# What is expected
Write out every entry exactly; the pictures do not belong in the copy.
** Material for this exercise follows **
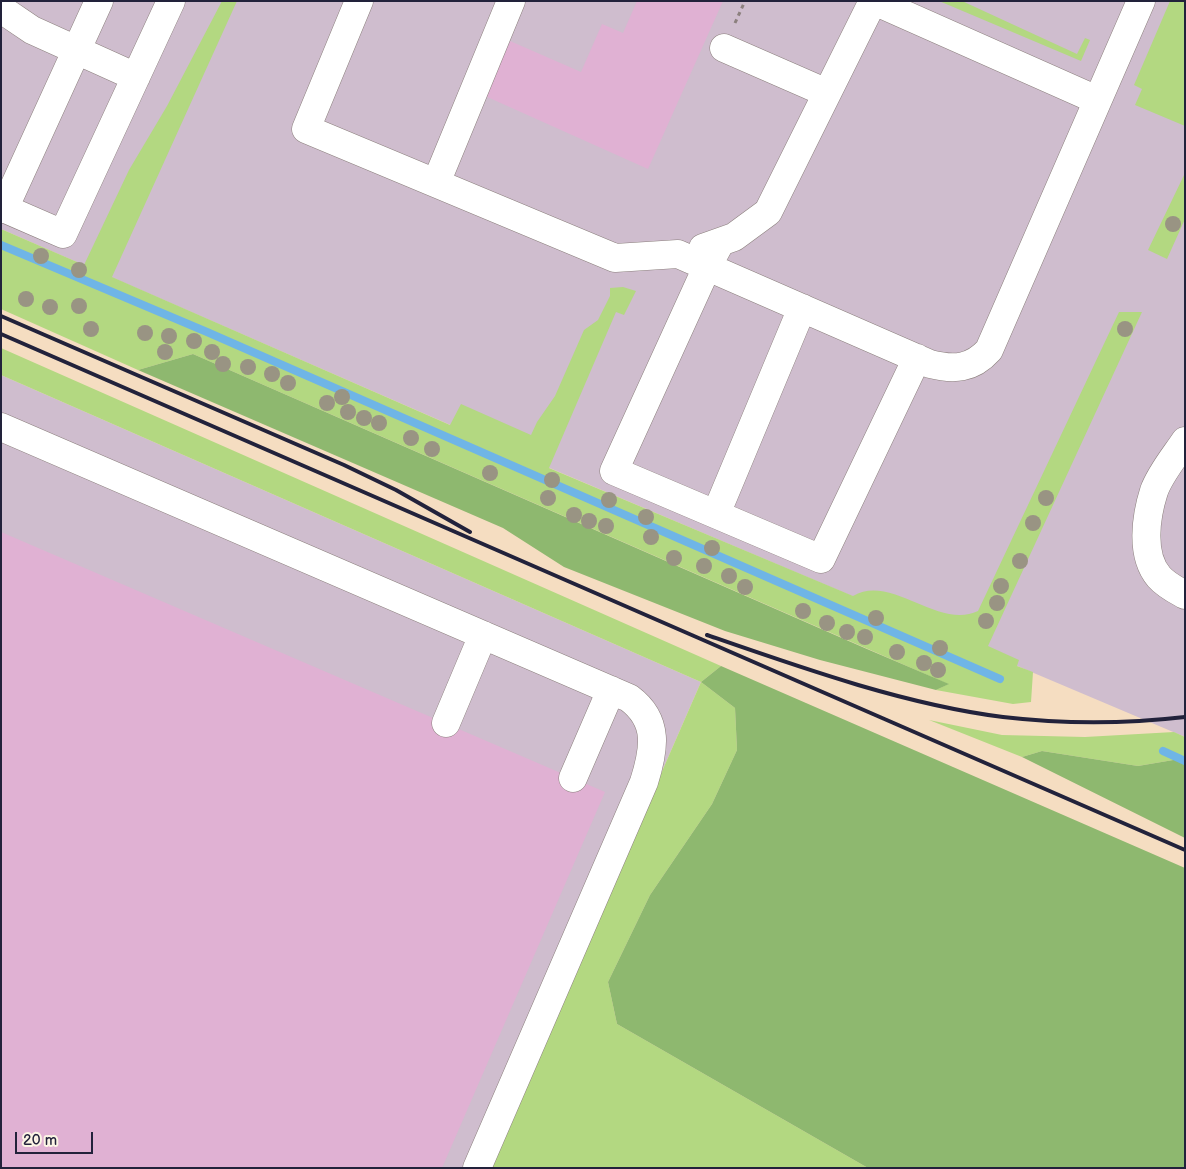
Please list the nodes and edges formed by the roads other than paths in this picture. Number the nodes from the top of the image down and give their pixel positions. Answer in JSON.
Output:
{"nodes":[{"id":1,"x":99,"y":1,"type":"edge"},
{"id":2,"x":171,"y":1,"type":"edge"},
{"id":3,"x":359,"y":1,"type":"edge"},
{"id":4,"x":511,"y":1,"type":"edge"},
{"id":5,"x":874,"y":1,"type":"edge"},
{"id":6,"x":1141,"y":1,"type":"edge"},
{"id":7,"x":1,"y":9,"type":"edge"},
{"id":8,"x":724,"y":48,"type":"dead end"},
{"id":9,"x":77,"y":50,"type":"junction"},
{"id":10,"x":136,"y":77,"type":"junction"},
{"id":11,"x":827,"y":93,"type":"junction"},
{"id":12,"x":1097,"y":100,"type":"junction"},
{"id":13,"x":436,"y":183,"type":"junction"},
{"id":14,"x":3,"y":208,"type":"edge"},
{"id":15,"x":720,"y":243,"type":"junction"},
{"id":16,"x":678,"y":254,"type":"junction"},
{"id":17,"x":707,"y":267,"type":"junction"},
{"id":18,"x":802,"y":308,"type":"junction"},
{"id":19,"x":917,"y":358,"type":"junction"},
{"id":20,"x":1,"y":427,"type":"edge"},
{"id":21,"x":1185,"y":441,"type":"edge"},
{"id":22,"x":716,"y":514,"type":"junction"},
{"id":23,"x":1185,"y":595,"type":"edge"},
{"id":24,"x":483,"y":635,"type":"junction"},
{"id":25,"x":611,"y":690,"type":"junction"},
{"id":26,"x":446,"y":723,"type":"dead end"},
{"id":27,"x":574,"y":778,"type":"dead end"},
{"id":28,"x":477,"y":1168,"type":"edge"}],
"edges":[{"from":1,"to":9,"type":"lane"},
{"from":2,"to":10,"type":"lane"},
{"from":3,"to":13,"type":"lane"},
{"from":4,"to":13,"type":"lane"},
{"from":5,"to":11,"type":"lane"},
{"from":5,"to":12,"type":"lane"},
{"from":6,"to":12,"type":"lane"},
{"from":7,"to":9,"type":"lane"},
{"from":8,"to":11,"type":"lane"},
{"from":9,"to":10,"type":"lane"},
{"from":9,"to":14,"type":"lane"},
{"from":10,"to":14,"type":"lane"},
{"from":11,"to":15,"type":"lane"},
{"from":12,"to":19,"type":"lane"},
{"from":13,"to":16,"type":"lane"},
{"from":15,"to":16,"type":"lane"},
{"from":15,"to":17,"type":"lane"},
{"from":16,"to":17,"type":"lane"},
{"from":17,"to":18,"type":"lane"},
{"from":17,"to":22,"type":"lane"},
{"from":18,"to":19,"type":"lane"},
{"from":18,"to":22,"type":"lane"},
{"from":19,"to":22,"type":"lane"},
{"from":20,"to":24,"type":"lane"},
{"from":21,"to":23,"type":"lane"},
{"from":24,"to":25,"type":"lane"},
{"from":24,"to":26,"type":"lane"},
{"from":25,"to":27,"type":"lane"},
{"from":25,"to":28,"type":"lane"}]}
** End of Material for this exercise **
# Expected answer
Please list the nodes and edges formed by the roads other than paths in this picture. Number the nodes from the top of the image down and give their pixel positions. Answer in JSON.
Output:
{"nodes":[{"id":1,"x":99,"y":1,"type":"edge"},
{"id":2,"x":171,"y":1,"type":"edge"},
{"id":3,"x":359,"y":1,"type":"edge"},
{"id":4,"x":511,"y":1,"type":"edge"},
{"id":5,"x":874,"y":1,"type":"edge"},
{"id":6,"x":1141,"y":1,"type":"edge"},
{"id":7,"x":1,"y":9,"type":"edge"},
{"id":8,"x":724,"y":48,"type":"dead end"},
{"id":9,"x":77,"y":50,"type":"junction"},
{"id":10,"x":136,"y":77,"type":"junction"},
{"id":11,"x":827,"y":93,"type":"junction"},
{"id":12,"x":1097,"y":100,"type":"junction"},
{"id":13,"x":436,"y":183,"type":"junction"},
{"id":14,"x":3,"y":208,"type":"edge"},
{"id":15,"x":720,"y":243,"type":"junction"},
{"id":16,"x":678,"y":254,"type":"junction"},
{"id":17,"x":707,"y":267,"type":"junction"},
{"id":18,"x":802,"y":308,"type":"junction"},
{"id":19,"x":917,"y":358,"type":"junction"},
{"id":20,"x":1,"y":427,"type":"edge"},
{"id":21,"x":1185,"y":441,"type":"edge"},
{"id":22,"x":716,"y":514,"type":"junction"},
{"id":23,"x":1185,"y":595,"type":"edge"},
{"id":24,"x":483,"y":635,"type":"junction"},
{"id":25,"x":611,"y":690,"type":"junction"},
{"id":26,"x":446,"y":723,"type":"dead end"},
{"id":27,"x":574,"y":778,"type":"dead end"},
{"id":28,"x":477,"y":1168,"type":"edge"}],
"edges":[{"from":1,"to":9,"type":"lane"},
{"from":2,"to":10,"type":"lane"},
{"from":3,"to":13,"type":"lane"},
{"from":4,"to":13,"type":"lane"},
{"from":5,"to":11,"type":"lane"},
{"from":5,"to":12,"type":"lane"},
{"from":6,"to":12,"type":"lane"},
{"from":7,"to":9,"type":"lane"},
{"from":8,"to":11,"type":"lane"},
{"from":9,"to":10,"type":"lane"},
{"from":9,"to":14,"type":"lane"},
{"from":10,"to":14,"type":"lane"},
{"from":11,"to":15,"type":"lane"},
{"from":12,"to":19,"type":"lane"},
{"from":13,"to":16,"type":"lane"},
{"from":15,"to":16,"type":"lane"},
{"from":15,"to":17,"type":"lane"},
{"from":16,"to":17,"type":"lane"},
{"from":17,"to":18,"type":"lane"},
{"from":17,"to":22,"type":"lane"},
{"from":18,"to":19,"type":"lane"},
{"from":18,"to":22,"type":"lane"},
{"from":19,"to":22,"type":"lane"},
{"from":20,"to":24,"type":"lane"},
{"from":21,"to":23,"type":"lane"},
{"from":24,"to":25,"type":"lane"},
{"from":24,"to":26,"type":"lane"},
{"from":25,"to":27,"type":"lane"},
{"from":25,"to":28,"type":"lane"}]}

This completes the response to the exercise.